Swami Vivekananda im Jahr 1893

Vivekananda war der Sohn eines Rechtsanwalts aus Kalkutta (heute: Kolkata). Die Stadt war eines der wichtigsten geistigen Zentren des kolonialen Indiens und er setzte sich schon in seinen Collegejahren ab 1880 mit westlichen Philosophen und Intellektuellen wie Hegel und Herbert Spencer auseinander. Anfangs gehörte er einer hinduistischen Reformbewegung, dem Sadharana-Samaj an, bei dem er jedoch die persönliche religiöse Erfahrung vermisste. Im Alter von 18 Jahren besuchte Narendranath Datta den Mystiker Ramakrishna im Kali-Tempel Dakshineshwar zum ersten Mal. Dieser soll ihn mit Tränen in den Augen empfangen haben. Der an englischen Schulen erzogene und zum Atheismus neigende Narendra blieb jedoch zunächst skeptisch. Ramakrishna gab ihm ganz persönliche Unterweisung und nach und nach überwand er seine inneren Widerstände und wurde zu seinem Lieblingsschüler. Nach dem Tod seines Meisters 1886 ging Vivekananda auf religiöse Pilgerreise durch Indien. Er besuchte unter anderem Benares (heute Varanasi), Ayodhya, Mysore und Madras (heute Chennai). 1893 hielt er sich in den USA auf und wurde als ungeladener Gast auf dem Weltparlament der Religionen in Chicago nach einem viel umjubelten Auftritt als strahlender Vertreter indischer Religiosität einem breiten Publikum im Westen bekannt. Seine 13. und letzte Rede auf dem Kongress schloss mit folgenden Worten:

„Wenn das Parlament der Religionen der Welt etwas gezeigt hat, dann ist es Folgendes: Es hat der Welt bewiesen, dass Heiligkeit, Reinheit und Mildtätigkeit nicht ausschließliche Besitztümer irgendeiner Kirche in der Welt sind und dass jedes System Männer und Frauen von erhabenstem Charakter erzeugt hat. Angesichts dieser Tatsachen bemitleide ich von ganzem Herzen denjenigen, der vom ausschließlichen Überleben seiner eigenen Religion träumt und von der Zerstörung der anderen; und ich zeige ihm, dass auf dem Banner jeder Religion trotz Widerstandes bald geschrieben stehen wird: „Hilfe und nicht Kampf“, „Gegenseitiges Durchdringen und nicht Zerstörung“, „Harmonie und Frieden und nicht Widerspruch“.“

Übersetzung von Yotishman Dam aus Nikhilananda, Swami: Vivekananda, A Biography, Calcutta 1987

Seine Reden fanden in Amerika so großen Anklang, dass er in New York die „Vedanta Society“ gründete. Finanziert wurden seine Reisen unter anderem vom Maharaja von Mysore.

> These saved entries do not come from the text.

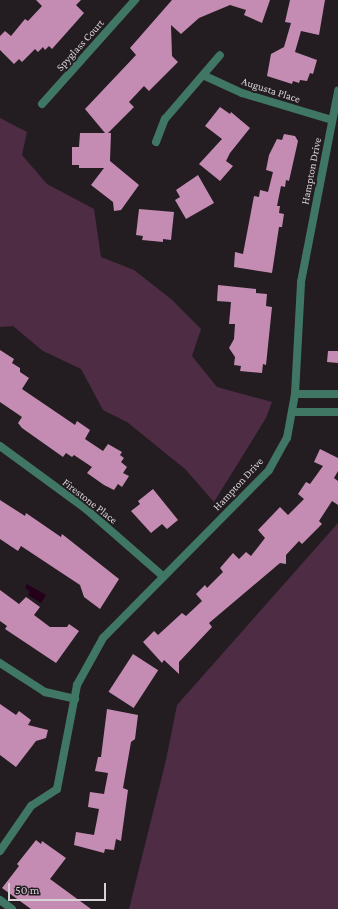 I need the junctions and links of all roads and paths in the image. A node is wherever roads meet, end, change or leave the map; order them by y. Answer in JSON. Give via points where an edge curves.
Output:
{"nodes":[{"id":1,"x":135,"y":0,"type":"edge"},
{"id":2,"x":220,"y":55,"type":"dead end"},
{"id":3,"x":205,"y":76,"type":"junction"},
{"id":4,"x":338,"y":91,"type":"edge"},
{"id":5,"x":42,"y":104,"type":"dead end"},
{"id":6,"x":332,"y":120,"type":"junction"},
{"id":7,"x":156,"y":142,"type":"dead end"},
{"id":8,"x":295,"y":394,"type":"junction"},
{"id":9,"x":338,"y":394,"type":"edge"},
{"id":10,"x":292,"y":412,"type":"junction"},
{"id":11,"x":338,"y":412,"type":"edge"},
{"id":12,"x":0,"y":446,"type":"edge"},
{"id":13,"x":164,"y":577,"type":"junction"},
{"id":14,"x":0,"y":662,"type":"edge"},
{"id":15,"x":74,"y":699,"type":"junction"},
{"id":16,"x":0,"y":851,"type":"edge"},
{"id":17,"x":0,"y":900,"type":"edge"},
{"id":18,"x":12,"y":909,"type":"edge"}],
"edges":[{"from":1,"to":5,"type":"street","name":"Spyglass Court"},
{"from":2,"to":3,"type":"street"},
{"from":3,"to":6,"type":"street","name":"Augusta Place","via":[[242,93]]},
{"from":3,"to":7,"type":"street","via":[[165,119]]},
{"from":4,"to":6,"type":"street","name":"Hampton Drive"},
{"from":6,"to":8,"type":"street","name":"Hampton Drive","via":[[301,282]]},
{"from":8,"to":9,"type":"street"},
{"from":8,"to":10,"type":"street","name":"Hampton Drive"},
{"from":10,"to":11,"type":"street"},
{"from":10,"to":13,"type":"street","name":"Hampton Drive","via":[[287,438],[269,470]]},
{"from":12,"to":13,"type":"street","name":"Firestone Place","via":[[86,509]]},
{"from":13,"to":15,"type":"street","name":"Hampton Drive","via":[[103,638],[77,685]]},
{"from":14,"to":15,"type":"street","via":[[45,692]]},
{"from":15,"to":16,"type":"street","name":"Hampton Drive","via":[[57,789],[31,806]]},
{"from":17,"to":18,"type":"street"}]}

Nach seiner Rückkehr nach Indien gründete Vivekananda 1897 die Ramakrishna-Mission. Er erwarb das heute als Belur Math bezeichnete Areal in Belur (Haora), das Sitz der Ramakrishna-Mission und des Ramakrishna Math ist. In enger Verbindung mit dem Orden strebt die Organisation danach, die Lehren des Meisters zu verbreiten und durch die Errichtung und Betreuung vieler Schulen, Krankenhäuser, Waisenhäuser, Clubs und Bibliotheken kulturelle und vor allem soziale Arbeit zu leisten.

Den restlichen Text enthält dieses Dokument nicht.